‘A Poetic Processing of New Media Phenomena’: A Look at the 20th-Century German Avant-Gardes

Listening to Dadaist Raoul Hausmann recite his 1918 poster poem “fmsbw,” you may recognize the staccato repetitions of sound, codes and ciphers that first prompted Kurt Beals, assistant professor of German and a Faculty Fellow in the Center for the Humanities, to connect Dada poetry to the telegraph. In his study of 20th-century experimental poetry, “The Birth of Poetry from the Spirit of the Machine: New Media in German Poetry, 1916–1968,” Beals uncovers new links between these artistic productions and the new forms of communication of the day.


Can you give us a brief overview of the project?
My book argues that the poetics of 20th-century German avant-gardes were profoundly shaped by modern theories and technologies of communication, such as the telegraph, information theory, and the digital computer. Each of these technological and theoretical breakthroughs occasioned a fundamental re-examination of the relationship between language and human subjectivity, and experimental poetry was one key venue in which that re-examination took place. Focusing on Dada, Concrete poetry, and early computer-generated poetry, I demonstrate that each of these developments can be properly understood only in its media-historical context, as a poetic processing of new media phenomena.
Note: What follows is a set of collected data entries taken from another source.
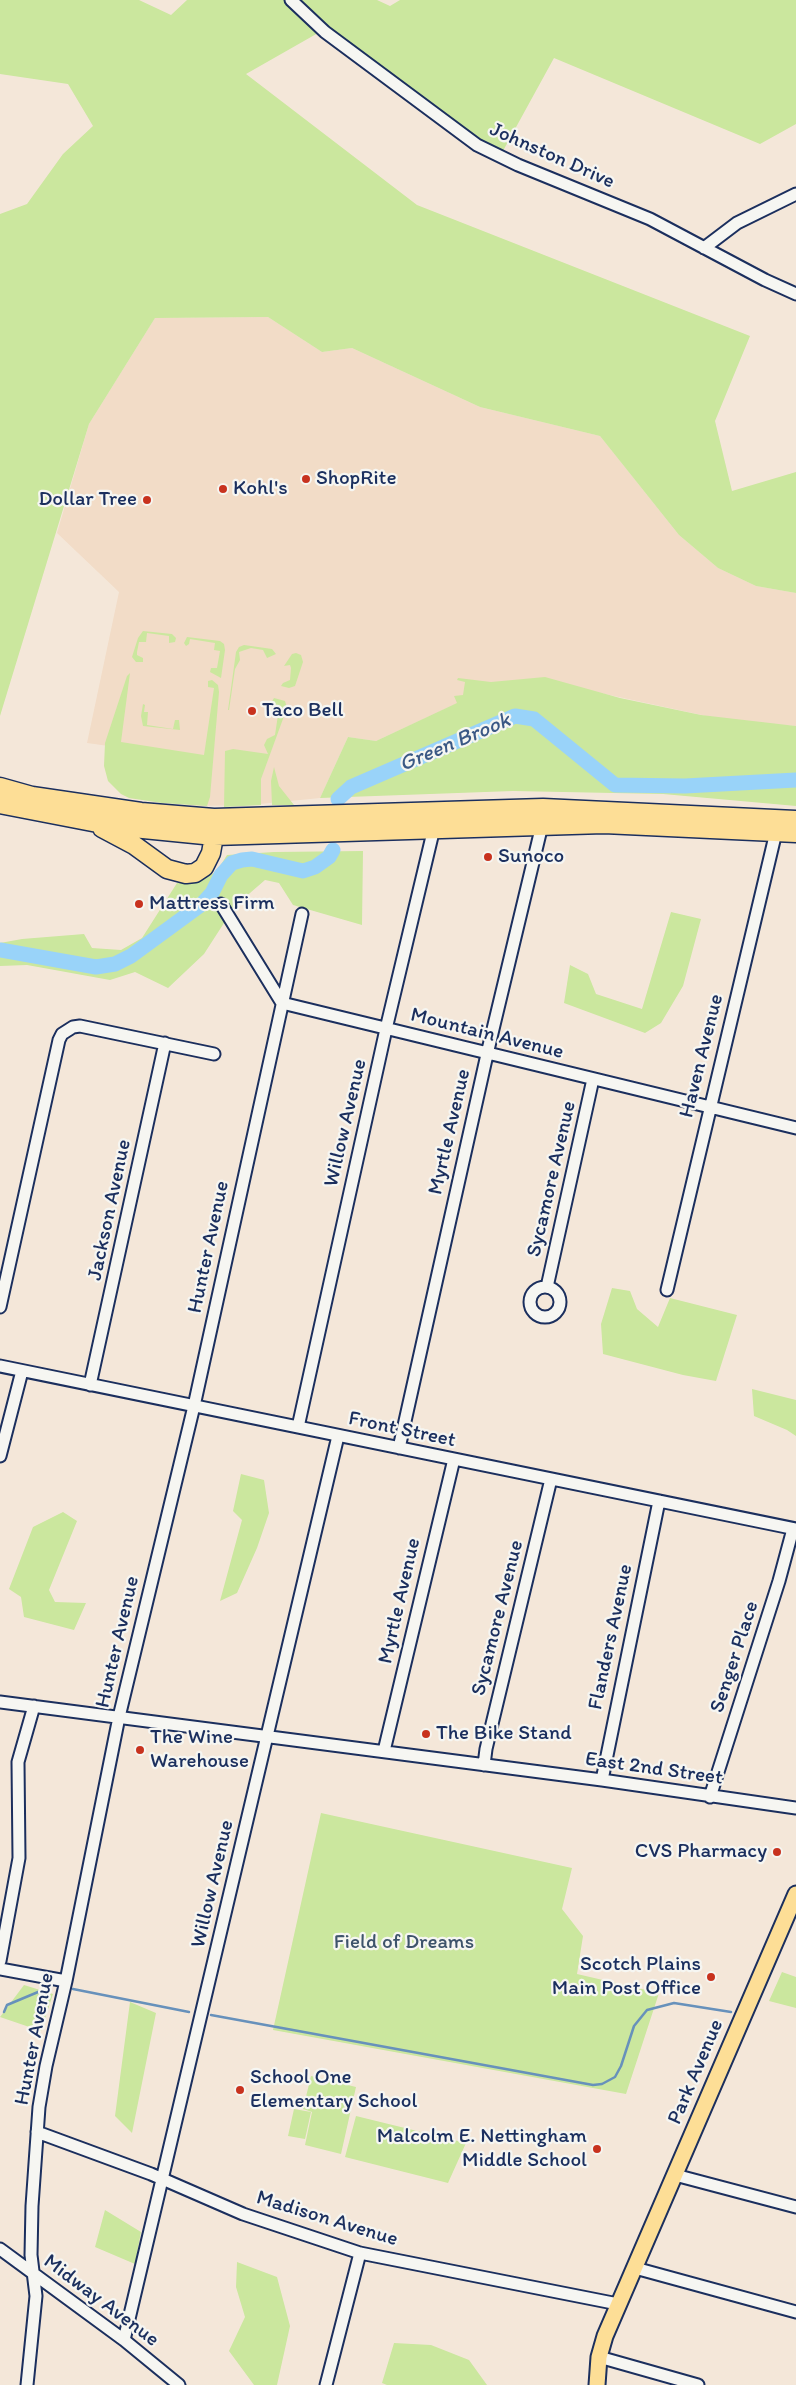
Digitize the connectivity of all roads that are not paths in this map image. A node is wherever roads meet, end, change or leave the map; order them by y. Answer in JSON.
{"nodes":[{"id":1,"x":292,"y":0,"type":"edge"},
{"id":2,"x":796,"y":194,"type":"edge"},
{"id":3,"x":704,"y":248,"type":"junction"},
{"id":4,"x":796,"y":294,"type":"edge"},
{"id":5,"x":0,"y":787,"type":"edge"},
{"id":6,"x":0,"y":804,"type":"edge"},
{"id":7,"x":796,"y":820,"type":"edge"},
{"id":8,"x":88,"y":821,"type":"junction"},
{"id":9,"x":542,"y":825,"type":"junction"},
{"id":10,"x":434,"y":828,"type":"junction"},
{"id":11,"x":776,"y":832,"type":"junction"},
{"id":12,"x":796,"y":833,"type":"edge"},
{"id":13,"x":214,"y":836,"type":"junction"},
{"id":14,"x":221,"y":904,"type":"dead end"},
{"id":15,"x":302,"y":914,"type":"dead end"},
{"id":16,"x":282,"y":1003,"type":"junction"},
{"id":17,"x":386,"y":1029,"type":"junction"},
{"id":18,"x":166,"y":1043,"type":"junction"},
{"id":19,"x":487,"y":1053,"type":"junction"},
{"id":20,"x":214,"y":1054,"type":"dead end"},
{"id":21,"x":593,"y":1079,"type":"junction"},
{"id":22,"x":709,"y":1107,"type":"junction"},
{"id":23,"x":796,"y":1128,"type":"edge"},
{"id":24,"x":547,"y":1287,"type":"dead end"},
{"id":25,"x":667,"y":1290,"type":"dead end"},
{"id":26,"x":0,"y":1307,"type":"edge"},
{"id":27,"x":0,"y":1366,"type":"edge"},
{"id":28,"x":22,"y":1371,"type":"junction"},
{"id":29,"x":90,"y":1385,"type":"junction"},
{"id":30,"x":194,"y":1406,"type":"junction"},
{"id":31,"x":298,"y":1427,"type":"junction"},
{"id":32,"x":338,"y":1436,"type":"junction"},
{"id":33,"x":399,"y":1448,"type":"junction"},
{"id":34,"x":0,"y":1456,"type":"edge"},
{"id":35,"x":454,"y":1459,"type":"junction"},
{"id":36,"x":551,"y":1479,"type":"junction"},
{"id":37,"x":658,"y":1501,"type":"junction"},
{"id":38,"x":795,"y":1529,"type":"edge"},
{"id":39,"x":0,"y":1702,"type":"edge"},
{"id":40,"x":34,"y":1706,"type":"junction"},
{"id":41,"x":119,"y":1717,"type":"junction"},
{"id":42,"x":266,"y":1737,"type":"junction"},
{"id":43,"x":384,"y":1751,"type":"junction"},
{"id":44,"x":484,"y":1765,"type":"junction"},
{"id":45,"x":602,"y":1780,"type":"junction"},
{"id":46,"x":710,"y":1797,"type":"junction"},
{"id":47,"x":796,"y":1808,"type":"edge"},
{"id":48,"x":796,"y":1894,"type":"edge"},
{"id":49,"x":0,"y":1961,"type":"edge"},
{"id":50,"x":0,"y":1969,"type":"edge"},
{"id":51,"x":66,"y":1981,"type":"junction"},
{"id":52,"x":37,"y":2132,"type":"junction"},
{"id":53,"x":675,"y":2174,"type":"junction"},
{"id":54,"x":161,"y":2179,"type":"junction"},
{"id":55,"x":796,"y":2207,"type":"edge"},
{"id":56,"x":0,"y":2249,"type":"edge"},
{"id":57,"x":360,"y":2253,"type":"junction"},
{"id":58,"x":635,"y":2268,"type":"junction"},
{"id":59,"x":33,"y":2272,"type":"junction"},
{"id":60,"x":618,"y":2304,"type":"junction"},
{"id":61,"x":796,"y":2312,"type":"edge"},
{"id":62,"x":124,"y":2340,"type":"junction"},
{"id":63,"x":599,"y":2357,"type":"junction"},
{"id":64,"x":27,"y":2385,"type":"edge"},
{"id":65,"x":178,"y":2385,"type":"edge"},
{"id":66,"x":326,"y":2385,"type":"edge"},
{"id":67,"x":597,"y":2385,"type":"edge"},
{"id":68,"x":698,"y":2385,"type":"edge"}],
"edges":[{"from":1,"to":3,"type":"street","name":"Johnston Drive"},
{"from":2,"to":3,"type":"street"},
{"from":3,"to":4,"type":"street","name":"Johnston Drive"},
{"from":5,"to":7,"type":"highway"},
{"from":6,"to":8,"type":"highway"},
{"from":8,"to":13,"type":"highway"},
{"from":8,"to":13,"type":"highway"},
{"from":9,"to":10,"type":"highway"},
{"from":9,"to":11,"type":"highway"},
{"from":9,"to":19,"type":"street","name":"Myrtle Avenue"},
{"from":10,"to":13,"type":"highway"},
{"from":10,"to":17,"type":"street","name":"Willow Avenue"},
{"from":11,"to":12,"type":"highway"},
{"from":11,"to":22,"type":"street","name":"Haven Avenue"},
{"from":14,"to":16,"type":"street"},
{"from":15,"to":16,"type":"street","name":"Hunter Avenue"},
{"from":16,"to":17,"type":"street","name":"Mountain Avenue"},
{"from":16,"to":30,"type":"street","name":"Hunter Avenue"},
{"from":17,"to":19,"type":"street","name":"Mountain Avenue"},
{"from":17,"to":31,"type":"street","name":"Willow Avenue"},
{"from":18,"to":20,"type":"street"},
{"from":18,"to":26,"type":"street"},
{"from":18,"to":29,"type":"street","name":"Jackson Avenue"},
{"from":19,"to":21,"type":"street","name":"Mountain Avenue"},
{"from":19,"to":33,"type":"street","name":"Myrtle Avenue"},
{"from":21,"to":22,"type":"street","name":"Mountain Avenue"},
{"from":21,"to":24,"type":"street","name":"Sycamore Avenue"},
{"from":22,"to":23,"type":"street","name":"Mountain Avenue"},
{"from":22,"to":25,"type":"street","name":"Haven Avenue"},
{"from":27,"to":28,"type":"street","name":"Front Street"},
{"from":28,"to":29,"type":"street","name":"Front Street"},
{"from":28,"to":34,"type":"street"},
{"from":29,"to":30,"type":"street","name":"Front Street"},
{"from":30,"to":31,"type":"street","name":"Front Street"},
{"from":30,"to":41,"type":"street","name":"Hunter Avenue"},
{"from":31,"to":32,"type":"street","name":"Front Street"},
{"from":32,"to":33,"type":"street","name":"Front Street"},
{"from":32,"to":42,"type":"street","name":"Willow Avenue"},
{"from":33,"to":35,"type":"street","name":"Front Street"},
{"from":35,"to":36,"type":"street","name":"Front Street"},
{"from":35,"to":43,"type":"street","name":"Myrtle Avenue"},
{"from":36,"to":37,"type":"street","name":"Front Street"},
{"from":36,"to":44,"type":"street","name":"Sycamore Avenue"},
{"from":37,"to":38,"type":"street","name":"Front Street"},
{"from":37,"to":45,"type":"street","name":"Flanders Avenue"},
{"from":38,"to":46,"type":"street","name":"Senger Place"},
{"from":39,"to":40,"type":"street","name":"East 2nd Street"},
{"from":40,"to":41,"type":"street","name":"East 2nd Street"},
{"from":40,"to":49,"type":"street"},
{"from":41,"to":42,"type":"street","name":"East 2nd Street"},
{"from":41,"to":51,"type":"street","name":"Hunter Avenue"},
{"from":42,"to":43,"type":"street","name":"East 2nd Street"},
{"from":42,"to":54,"type":"street","name":"Willow Avenue"},
{"from":43,"to":44,"type":"street","name":"East 2nd Street"},
{"from":44,"to":45,"type":"street","name":"East 2nd Street"},
{"from":45,"to":46,"type":"street","name":"East 2nd Street"},
{"from":46,"to":47,"type":"street","name":"East 2nd Street"},
{"from":48,"to":53,"type":"main road","name":"Park Avenue"},
{"from":50,"to":51,"type":"street"},
{"from":51,"to":52,"type":"street","name":"Hunter Avenue"},
{"from":52,"to":54,"type":"street","name":"Madison Avenue"},
{"from":52,"to":59,"type":"street","name":"Hunter Avenue"},
{"from":53,"to":55,"type":"street"},
{"from":53,"to":58,"type":"main road","name":"Park Avenue"},
{"from":54,"to":57,"type":"street","name":"Madison Avenue"},
{"from":54,"to":62,"type":"street","name":"Willow Avenue"},
{"from":56,"to":59,"type":"street","name":"Midway Avenue"},
{"from":57,"to":60,"type":"street","name":"Madison Avenue"},
{"from":57,"to":66,"type":"street"},
{"from":58,"to":60,"type":"main road","name":"Park Avenue"},
{"from":58,"to":61,"type":"street"},
{"from":59,"to":62,"type":"street","name":"Midway Avenue"},
{"from":59,"to":64,"type":"street","name":"Hunter Avenue"},
{"from":60,"to":63,"type":"main road","name":"Park Avenue"},
{"from":62,"to":65,"type":"street","name":"Midway Avenue"},
{"from":63,"to":67,"type":"main road","name":"Park Avenue"},
{"from":63,"to":68,"type":"street"}]}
Do you recall what got you thinking about poetry and 20th-century new media — for example, about Dada poetry and the telegraph?For a long time I’ve had an interest in experimental literature, art, and music. I remember being drawn to Dada as early as high school, but initially I thought of that as unrelated to my scholarly work on German literature. Then in graduate school I got more deeply engaged in media history and media theory, and in the cultural effects of media that aren’t always immediately apparent. When we talk about “media and culture” in popular terms, the conversation tends to be about mass media like TV, radio, the internet, new social media, etc. It’s easy to talk about “the media” as an ideological force in contemporary culture, but there are also less obvious ways that our everyday means of communication influence our lives and our patterns of thought.

The further I got into media theory, the more I started seeing correspondences between the kind of experimental poetry that the Dadaists were writing and the codes and ciphers that were in common use in telegraphy. Dada poetry tends to be seen as “nonsense,” as a protest against the so-called rationality that led to the First World War, but one argument I’m making in my book is that this kind of “nonsense” wasn’t an exception at all at that time; it was actually an essential ingredient in the everyday communication technology of the telegraph.

What draws you to the poetry of this historical period? What is remarkable about those years and the poetry it produced?
The period is dictated in part by the works that interest me, which have a kind of coherence across 50-plus years. But of course that period also encompasses some major transitions and upheavals in German and European society.

The year 1916 is the beginning of the Dada movement, two years after the outbreak of the First World War. The movement was started by a group of international expats living in Zurich, but then spread to cities like Berlin and Paris over the course of the next few years as the war came to an end. The Dada movement was already breaking apart by the early 1920s, and of course any sort of avant-garde dissent was harshly repressed in Germany under the Third Reich.

But after the Second World War there was a resurgence of a new kind of experimentalism. It was different in spirit from Dada, but it took some key inspiration from Dada and other avant-gardes from the interwar period. So, my account picks up with those postwar movements. Of course the poetry of both periods was profoundly influenced by the two world wars themselves, but another major force in those periods — which is inseparable from the wars — was the rapid development of new media technologies, which is what I focus on.

What does the research and writing process look like for a project like this?
It’s been a long process. Fortunately I’ve had the chance to go to Europe several times and work in archives at places like the Berlinische Galerie in Berlin and the Centre Pompidou in Paris, which have significant collections of works by some of the Dada poets.

For the media history aspect, I’ve made use of a lot of digital and print archives to read historical publications and trade journals from the telegraph industry, to get a better idea of how people were thinking and writing about these technologies at the time. It’s easy for us to look through an anachronistic lens and see the telegraph as a precursor to the telephone, the internet, and so on, but I’ve tried in this project to understand how people were thinking about these media back when they were brand-new, cutting-edge technologies.

Has there been a particular finding or experience during your research that has surprised you?
One thing that’s surprised me is the similarity between some reflections about the telegraph in the late 19th century and the sorts of things people say about texting or Twitter today. There are editorials in German magazines from that time arguing that the telegraph is going to fundamentally change linguistic practice, because the sorts of abbreviations that people come up with to save money will end up entering into everyday speech, until at some point people forget where they even came from. Sounds familiar, right? LOL.